BYD (UK) Ltd. recently hosted a panel of key stakeholders from UK government and British industry at an important webinar entitled, ‘Building Back Better: Buses Powering the Green Recovery’, supported by UK100, UK’s leading network of local government leaders.
Independent experts together put forward a compelling case for eMobility as a viable, long-term proposition for public transport.
The online event offered a platform for prominent individuals and organisations to deliver their independent views on a number of topics, including the fundamental role of public transport and the economics of eMobility at local and central government level. Chairing the Webinar was high-profile public transport expert, Leon Daniels OBE.
The webinar also provided BYD with an opportunity to emphasise its extensive experience in the field of eMobility, battery technology and energy management, and presenting a convincing case for governments and local authorities to adopt electrification which is available now, as opposed to alternative drive systems promised for sometime in the future, such as hydrogen.
The ‘Building Back Better’ Webinar included keynote addresses from, among others, James Palmer, Mayor of Cambridgeshire & Peterborough Combined Authority – Rt Hon Robert Goodwill MP, former UK Transport Minister – Mary Creagh, former Shadow Transport Minister now CEO Living Streets – Polly Billington, Director at UK100 – and Natasha Patel, Energy, EV, Mobility Director at Baringa Partners.

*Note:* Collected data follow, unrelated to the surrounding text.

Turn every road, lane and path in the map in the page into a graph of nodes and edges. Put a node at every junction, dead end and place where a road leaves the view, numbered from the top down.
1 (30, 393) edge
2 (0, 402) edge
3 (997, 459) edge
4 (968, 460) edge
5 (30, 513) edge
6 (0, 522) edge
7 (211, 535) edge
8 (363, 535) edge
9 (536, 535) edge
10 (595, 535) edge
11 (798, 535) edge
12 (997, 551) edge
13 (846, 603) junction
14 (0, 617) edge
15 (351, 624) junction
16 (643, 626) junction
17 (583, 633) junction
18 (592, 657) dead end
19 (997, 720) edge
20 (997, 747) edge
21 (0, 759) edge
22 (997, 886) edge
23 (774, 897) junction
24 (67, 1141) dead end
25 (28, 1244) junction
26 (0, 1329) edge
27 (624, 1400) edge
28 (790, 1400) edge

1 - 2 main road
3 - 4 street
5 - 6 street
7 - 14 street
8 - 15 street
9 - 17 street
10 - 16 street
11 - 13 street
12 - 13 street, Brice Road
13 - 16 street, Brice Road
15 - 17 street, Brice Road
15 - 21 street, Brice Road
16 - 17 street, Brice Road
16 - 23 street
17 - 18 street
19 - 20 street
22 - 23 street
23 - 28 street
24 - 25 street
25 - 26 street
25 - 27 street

In his address, James Palmer was keen to support the use of public transport, saying: “Our challenge is to make public transport in the future so good that people choose it over car ownership. Franchising is perhaps the best answer when trying to make bus companies more ecologically-minded and bring forward better and cleaner buses. If we do not provide the right transport links and greener technology, the economy will not grow as we want it to. The Covid-19 pandemic has allowed us to look very carefully at what we can achieve through our bus network in the future.”
Mary Creagh said: “We are now facing a profound moment in which we must act to reallocate road space to pedestrians, cyclists and public transport. We know that one double-decker bus takes 75 cars off the road, and if everyone switched one car journey per month to the bus, it would save two million tonnes of CO2 each year. Electric buses and other forms of public transport have a critical role to play in our economic recovery and the pursuit of lower emissions on our roads.”
Leading Public Transport Operator, Go-Ahead, was able to provide its view on how a bus franchising model could be rolled-out across the country, with input from managing director, John Trayner. He said: “We’re at the stage now where a nationwide roll-out is certainly up for debate, and I do think that the model is working well in London. I think that combination of regulated and unregulated approaches can work, but the challenge for us going forward is making sure we work with the right partners.”
The event also provided a platform for BYD once again to describe the many advantages of eMobility and its ability to deliver significant improvements in air quality. BYD Europe MD Isbrand Ho, said: “BYD is already delivering a significant number of electric buses to customers across the world, working closely with local governments, transport agencies and operators to help lower emissions and to satisfy their needs. We are always anticipating the requirements of our customers. For example, in response to the pandemic we immediately made available options to fully enclose the driver cab, provide hand sanitiser equipment, measure passengers’ temperatures and improve air filtration on our buses.”
Frank Thorpe, MD of BYD UK, added his thoughts, remarking: “BYD delivers a truly unique solution incorporating all the core technologies of an electric vehicle. This is crucial here in the UK, where we have put over 400 eBuses into operation together with our partner ADL.
“In order to emerge from the pandemic with a green recovery, we need to select the most efficient and viable solutions. That is, I believe, Battery Electric Vehicles (BEVs), as opposed to Hydrogen Electric Vehicles. Per kilowatt of energy generated, a BEV will deploy 70 per cent of this energy to the road, compared to the 15-25 per cent deployed by a hydrogen vehicle.”
Leon Daniels OBE concluded the event by saying: “From today’s discussions it seems that zero emissions buses are a win, win, win. They are a win for air quality and public health; they are a win for the economies in our towns and cities; and they are a win for the environment. We only hold the earth for future generations, and that in itself is surely reason enough to get on with it.”